Je vais passer en revue avec vous certains des enseignements de ce rapport pour les investisseurs.

Leçon de l’année 2023 : résilience de l’économie

Il est frappant de constater à quel point le terme « résilience » revient souvent lorsqu’il est question de l’économie américaine en 2023. Au début de l’année, l’économie a été confrontée à des taux d’intérêt plus élevés, un faible taux d’épargne, une confiance des consommateurs en berne, des risques géopolitiques ainsi qu’à l’affaiblissement du soutien fiscal du gouvernement aux citoyens.

Autant de raisons pour les économistes du Council de craindre une faible croissance économique, une hausse du chômage et un risque de récession. Lorsqu’ils ont examiné la courbe de rendement inversée, ils n’y ont vu que la confirmation du risque d’un atterrissage brutal pour l’économie américaine. À cela s’est ajoutée une crise bancaire, suscitant des inquiétudes quant à un blocage de l’octroi de crédits.

La réalité s’est révélée totalement différente. L’économie américaine a connu l’année dernière une croissance étonnamment solide, avec des dépenses de consommation élevées combinées à une hausse incroyable des investissements privés dans l’immobilier non résidentiel. La forte consommation était le résultat de l’augmentation du revenu disponible, du soutien gouvernemental visant à protéger les plus vulnérables de la société, des budgets familiaux solides, d’un taux de chômage très bas et d’une participation au marché du travail très élevée.
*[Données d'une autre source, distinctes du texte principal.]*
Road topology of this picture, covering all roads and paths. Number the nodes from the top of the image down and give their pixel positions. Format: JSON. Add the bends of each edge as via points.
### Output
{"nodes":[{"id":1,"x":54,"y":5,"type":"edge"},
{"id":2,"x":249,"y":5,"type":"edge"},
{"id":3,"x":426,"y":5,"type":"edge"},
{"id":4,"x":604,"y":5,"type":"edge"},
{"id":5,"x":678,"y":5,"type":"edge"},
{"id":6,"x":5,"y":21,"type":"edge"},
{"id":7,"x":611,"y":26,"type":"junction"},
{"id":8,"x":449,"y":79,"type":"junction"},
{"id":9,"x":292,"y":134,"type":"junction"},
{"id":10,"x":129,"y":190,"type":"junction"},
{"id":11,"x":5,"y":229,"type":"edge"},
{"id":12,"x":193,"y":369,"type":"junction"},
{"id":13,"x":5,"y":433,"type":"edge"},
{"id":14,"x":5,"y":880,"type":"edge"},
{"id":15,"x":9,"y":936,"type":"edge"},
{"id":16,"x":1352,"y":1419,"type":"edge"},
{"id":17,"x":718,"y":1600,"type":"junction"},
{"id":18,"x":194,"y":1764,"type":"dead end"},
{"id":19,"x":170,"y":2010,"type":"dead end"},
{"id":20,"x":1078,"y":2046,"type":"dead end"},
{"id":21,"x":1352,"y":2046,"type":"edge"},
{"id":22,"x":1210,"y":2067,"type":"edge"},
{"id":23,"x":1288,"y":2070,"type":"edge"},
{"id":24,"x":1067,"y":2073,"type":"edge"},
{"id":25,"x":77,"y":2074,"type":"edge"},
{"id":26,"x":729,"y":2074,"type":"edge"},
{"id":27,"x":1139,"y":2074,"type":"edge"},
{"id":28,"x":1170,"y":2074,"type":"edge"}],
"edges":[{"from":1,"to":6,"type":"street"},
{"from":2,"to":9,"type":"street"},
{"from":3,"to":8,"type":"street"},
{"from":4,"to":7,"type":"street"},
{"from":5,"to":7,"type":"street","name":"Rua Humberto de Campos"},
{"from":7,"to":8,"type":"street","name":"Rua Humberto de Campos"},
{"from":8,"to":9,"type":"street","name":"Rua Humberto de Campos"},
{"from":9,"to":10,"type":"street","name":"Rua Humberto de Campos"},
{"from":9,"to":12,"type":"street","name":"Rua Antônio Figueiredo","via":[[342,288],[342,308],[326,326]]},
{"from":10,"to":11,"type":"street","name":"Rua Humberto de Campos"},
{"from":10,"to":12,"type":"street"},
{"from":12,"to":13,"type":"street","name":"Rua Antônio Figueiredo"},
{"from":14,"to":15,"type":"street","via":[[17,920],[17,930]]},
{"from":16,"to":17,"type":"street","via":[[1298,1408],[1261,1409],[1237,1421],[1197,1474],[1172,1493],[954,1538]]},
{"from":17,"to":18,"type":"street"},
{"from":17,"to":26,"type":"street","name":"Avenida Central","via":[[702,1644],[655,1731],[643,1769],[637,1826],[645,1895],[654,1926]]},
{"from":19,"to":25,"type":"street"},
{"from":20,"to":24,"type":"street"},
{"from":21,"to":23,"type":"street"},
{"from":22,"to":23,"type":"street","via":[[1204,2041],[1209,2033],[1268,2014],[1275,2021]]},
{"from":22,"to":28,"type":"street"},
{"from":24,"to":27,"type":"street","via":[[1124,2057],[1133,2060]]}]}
Les investissements du secteur industriel dans les bâtiments ont connu une augmentation de 15 %, un taux historiquement élevé. Celui-ci s’explique par la nouvelle politique de rapprochement des chaînes d’approvisionnement (onshoring). L’inflation de base a chuté de 6,5 % à 3,1 %, complétant ainsi ce tableau positif. Il n’est dès lors pas étonnant que le S&P500, l’indice boursier regroupant les plus grandes entreprises américaines, ait progressé de 26 % en 2023. Au lieu de l’atterrissage brutal attendu, les investisseurs n’ont presque pas vu d’atterrissage du tout.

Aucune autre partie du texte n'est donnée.